Здесь пришла пора сказать несколько слов о взаимоотношениях юродивого с властью. Оппонирование бесстрашного мудреца всемогущему правителю имеет давние традиции в греческой культуре. Киники и стоики поздней античности храбро противостояли тиранам. Бесстрашие христианских мучеников перед лицом языческих гонителей позаимствовано у язычников-стоиков. После победы новой религии святые использовали своё "дерзновение" (παρρησία) не только для беседы с Богом, но и для вразумления православных императоров.

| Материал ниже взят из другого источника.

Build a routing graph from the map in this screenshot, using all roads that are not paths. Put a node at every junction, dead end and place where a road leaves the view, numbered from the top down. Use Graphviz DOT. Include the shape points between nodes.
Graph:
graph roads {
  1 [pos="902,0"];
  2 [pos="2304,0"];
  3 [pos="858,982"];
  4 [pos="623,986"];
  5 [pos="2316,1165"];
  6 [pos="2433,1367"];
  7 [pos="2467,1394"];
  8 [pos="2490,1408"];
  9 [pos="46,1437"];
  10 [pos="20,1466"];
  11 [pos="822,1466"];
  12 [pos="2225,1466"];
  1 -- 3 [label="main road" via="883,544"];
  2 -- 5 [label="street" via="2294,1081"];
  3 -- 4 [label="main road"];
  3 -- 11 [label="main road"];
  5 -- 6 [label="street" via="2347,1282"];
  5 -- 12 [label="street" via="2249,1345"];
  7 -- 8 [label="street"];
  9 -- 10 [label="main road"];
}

Любопытно при этом, что византийский юродивый, несмотря на всю свою экстравагантность, не замечен в политическом активизме. Он не только не обличал властителей, но и проявлял удивительный конформизм. Например, Симеон Эмесский никогда не нападал ни на кого из власть имущих. Мало того, он имел обыкновение громко выкрикивать: "Победу императору и Городу!", пусть даже агиограф и интерпретирует его слова как христианскую метафору . Скорый на осуждение Андрей Царьградский лишь однажды мягко попенял некоему вельможе за половую невоздержанность и лишь в одной ситуации проявляет настоящую агрессию в отношении флотского хартулярия из Амастриды, однако и тут обличение не имеет ничего общего с политикой . Самое смелое, что позволял себе юродивый, – это не обращать внимания на власти.